Aku pun mengangguk. Kemudian berjalan ke belakang untuk mengambil sapu dan kemoceng. Ini ciri khas alat perang seorang asisten rumah tangga.

Gelas-gelas yang berserakan aku bawa ke wastafel. Aku biarkan menumpuk di sana karena aku akan membersihkan rumah terlebih dahulu. Aku menyapu dari ruang makan hingga ke teras. Sesekali berdiri sejenak seraya mengamati bagian ruangan yang masih berdebu. Maklum rumah ini terbilang luas. Sering kali aku kelelahan saat membersihkannya.

Sejak dulu aku tak pernah membayangkan akan berakhir menjadi asisten rumah tangga. Aku sering kali bermimpi memiliki perusahaan sendiri. Namun ternyata keadaan memaksaku menerima pekerjaan ini. Tak masalah, toh ini merupakan pekerjaan halal meski tak berkelas di mata orang-orang.

Jangan dengarkan apa kata orang lain, Ratna. Teruslah maju hingga hinaan yang kamu terima berubah menjadi pujian.

Tanpa sadar butiran hangat jatuh membasahi pipi. Perkataan bapak yang terlintas di kepala membuat rasa rindu datang dengan sendirinya. Andai bapak masih ada, mungkin hidupku tak akan menderita begini.

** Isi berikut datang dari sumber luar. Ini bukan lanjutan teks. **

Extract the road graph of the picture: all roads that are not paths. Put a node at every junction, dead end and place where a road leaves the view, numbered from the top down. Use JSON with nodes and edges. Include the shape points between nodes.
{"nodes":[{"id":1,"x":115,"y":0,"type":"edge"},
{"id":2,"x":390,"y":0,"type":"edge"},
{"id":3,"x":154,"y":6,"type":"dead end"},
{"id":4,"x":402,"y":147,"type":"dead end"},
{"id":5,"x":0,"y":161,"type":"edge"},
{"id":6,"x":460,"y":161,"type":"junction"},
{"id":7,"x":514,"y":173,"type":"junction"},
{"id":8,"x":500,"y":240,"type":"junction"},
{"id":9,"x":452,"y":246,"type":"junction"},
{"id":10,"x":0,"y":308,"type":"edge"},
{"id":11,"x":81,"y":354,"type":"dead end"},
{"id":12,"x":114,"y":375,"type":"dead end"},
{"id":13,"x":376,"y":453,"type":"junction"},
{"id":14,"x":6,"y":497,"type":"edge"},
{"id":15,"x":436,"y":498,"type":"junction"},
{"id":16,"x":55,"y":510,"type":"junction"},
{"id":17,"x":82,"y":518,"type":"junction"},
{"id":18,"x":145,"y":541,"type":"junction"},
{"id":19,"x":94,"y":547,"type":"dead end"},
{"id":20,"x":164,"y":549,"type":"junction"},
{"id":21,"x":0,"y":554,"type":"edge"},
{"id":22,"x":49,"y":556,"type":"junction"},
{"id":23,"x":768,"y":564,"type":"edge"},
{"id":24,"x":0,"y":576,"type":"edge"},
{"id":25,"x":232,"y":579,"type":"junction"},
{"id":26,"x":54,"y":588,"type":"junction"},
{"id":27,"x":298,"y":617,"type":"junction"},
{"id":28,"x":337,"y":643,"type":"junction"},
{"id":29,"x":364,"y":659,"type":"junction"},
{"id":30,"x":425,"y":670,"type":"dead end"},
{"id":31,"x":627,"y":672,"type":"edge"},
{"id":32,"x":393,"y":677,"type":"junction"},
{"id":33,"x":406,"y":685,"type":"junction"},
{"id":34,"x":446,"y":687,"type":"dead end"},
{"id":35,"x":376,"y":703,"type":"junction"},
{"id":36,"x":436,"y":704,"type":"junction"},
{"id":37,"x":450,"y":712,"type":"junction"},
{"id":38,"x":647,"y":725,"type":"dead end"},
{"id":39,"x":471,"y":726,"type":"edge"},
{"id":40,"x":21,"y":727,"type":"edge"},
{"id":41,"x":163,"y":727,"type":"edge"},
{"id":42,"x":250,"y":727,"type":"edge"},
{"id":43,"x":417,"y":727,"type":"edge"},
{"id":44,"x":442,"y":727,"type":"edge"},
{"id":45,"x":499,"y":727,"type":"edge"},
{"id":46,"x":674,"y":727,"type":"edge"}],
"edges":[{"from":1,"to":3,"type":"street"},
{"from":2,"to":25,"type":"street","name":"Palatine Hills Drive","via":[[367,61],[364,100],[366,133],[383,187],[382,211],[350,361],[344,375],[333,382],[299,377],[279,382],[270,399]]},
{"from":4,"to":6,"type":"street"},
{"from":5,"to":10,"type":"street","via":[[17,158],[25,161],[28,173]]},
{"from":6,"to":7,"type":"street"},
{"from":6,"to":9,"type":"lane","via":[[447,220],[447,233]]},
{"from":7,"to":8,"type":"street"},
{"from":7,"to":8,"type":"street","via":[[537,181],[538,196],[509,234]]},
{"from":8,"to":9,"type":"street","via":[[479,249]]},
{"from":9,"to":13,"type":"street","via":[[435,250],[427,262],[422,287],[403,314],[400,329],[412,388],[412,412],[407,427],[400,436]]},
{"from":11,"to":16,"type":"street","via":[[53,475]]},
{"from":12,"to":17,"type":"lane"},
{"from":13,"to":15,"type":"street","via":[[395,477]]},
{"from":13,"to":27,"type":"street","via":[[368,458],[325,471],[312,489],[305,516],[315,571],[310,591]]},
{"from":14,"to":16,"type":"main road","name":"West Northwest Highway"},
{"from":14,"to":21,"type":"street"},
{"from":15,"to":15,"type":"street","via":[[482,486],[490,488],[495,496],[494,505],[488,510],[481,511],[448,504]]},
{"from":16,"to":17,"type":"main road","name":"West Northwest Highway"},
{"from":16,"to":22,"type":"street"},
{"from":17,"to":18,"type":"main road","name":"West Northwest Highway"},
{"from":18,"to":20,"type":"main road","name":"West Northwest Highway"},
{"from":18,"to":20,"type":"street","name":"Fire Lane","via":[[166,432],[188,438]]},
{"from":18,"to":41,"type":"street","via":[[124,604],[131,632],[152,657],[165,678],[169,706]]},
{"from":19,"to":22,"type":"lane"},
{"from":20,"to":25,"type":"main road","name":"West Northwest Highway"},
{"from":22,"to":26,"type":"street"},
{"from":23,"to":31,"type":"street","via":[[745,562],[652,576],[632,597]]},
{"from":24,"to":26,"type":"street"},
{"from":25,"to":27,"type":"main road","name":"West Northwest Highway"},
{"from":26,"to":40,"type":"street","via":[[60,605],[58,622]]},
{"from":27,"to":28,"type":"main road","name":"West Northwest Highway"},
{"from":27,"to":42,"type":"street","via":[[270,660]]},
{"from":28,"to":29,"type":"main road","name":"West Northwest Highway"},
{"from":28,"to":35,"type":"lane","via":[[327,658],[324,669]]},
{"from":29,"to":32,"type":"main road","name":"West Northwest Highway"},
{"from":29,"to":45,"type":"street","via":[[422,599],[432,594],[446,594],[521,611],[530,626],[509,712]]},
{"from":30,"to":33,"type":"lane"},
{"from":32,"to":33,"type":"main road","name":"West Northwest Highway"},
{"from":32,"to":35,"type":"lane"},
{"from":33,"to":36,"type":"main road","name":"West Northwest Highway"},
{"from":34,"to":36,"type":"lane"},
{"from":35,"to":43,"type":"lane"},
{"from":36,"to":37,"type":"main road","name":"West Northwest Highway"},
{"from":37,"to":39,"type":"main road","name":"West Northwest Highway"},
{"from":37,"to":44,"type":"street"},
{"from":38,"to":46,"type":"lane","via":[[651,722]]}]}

Ah, sudahlah ... tak perlu menyesali apa yang telah terjadi. Kini aku harus terus berusaha agar mimpi tak sekedar bunga tidur semata.

***

Pagi-pagi aku dan Mas Bima sudah siap untuk berangkat ke rumah Budhe Salimah. Kami sudah memakai pakaian terbaik yang kami punya. Lagi-lagi pakaian yang kupakai di hari raya.

Pukul 07.30 kami berangkat dari rumah. Sengaja kami berangkat lebih awal karena motor yang tidak bisa berjalan cepat. Dari pada terlambat lebih baik datang lebih awal bukan?

Rumah Budhe Salimah belum terlalu ramai saat kami tiba. Beberapa tetangga dan kerabat sudah duduk di kursi. Aku pun segera dan duduk si kursi yang telah disediakan. Halaman rumah Budhe Salimah memang ditata kursi untuk digunakan para saudara yang diajak ke rumah mempelai wanita, termasuk aku.

"Assalamualaikum."

Aku menoleh ketika mendengar suara perempuan yang begitu familiar di telingaku. Mendadak senyum yang sempat tercipta hilang dalam sekejap mata. Perasaan tak nyaman pun memenuhi rongga dada. Aku takut ibu menghinaku di depan umum.

"Sudah datang kamu, Rat?" ucap Mbak Dita saat berdiri di samping kursi yang kududuki.

"Pakai itu lagi, Rat? Gak ada baju atau gimana?"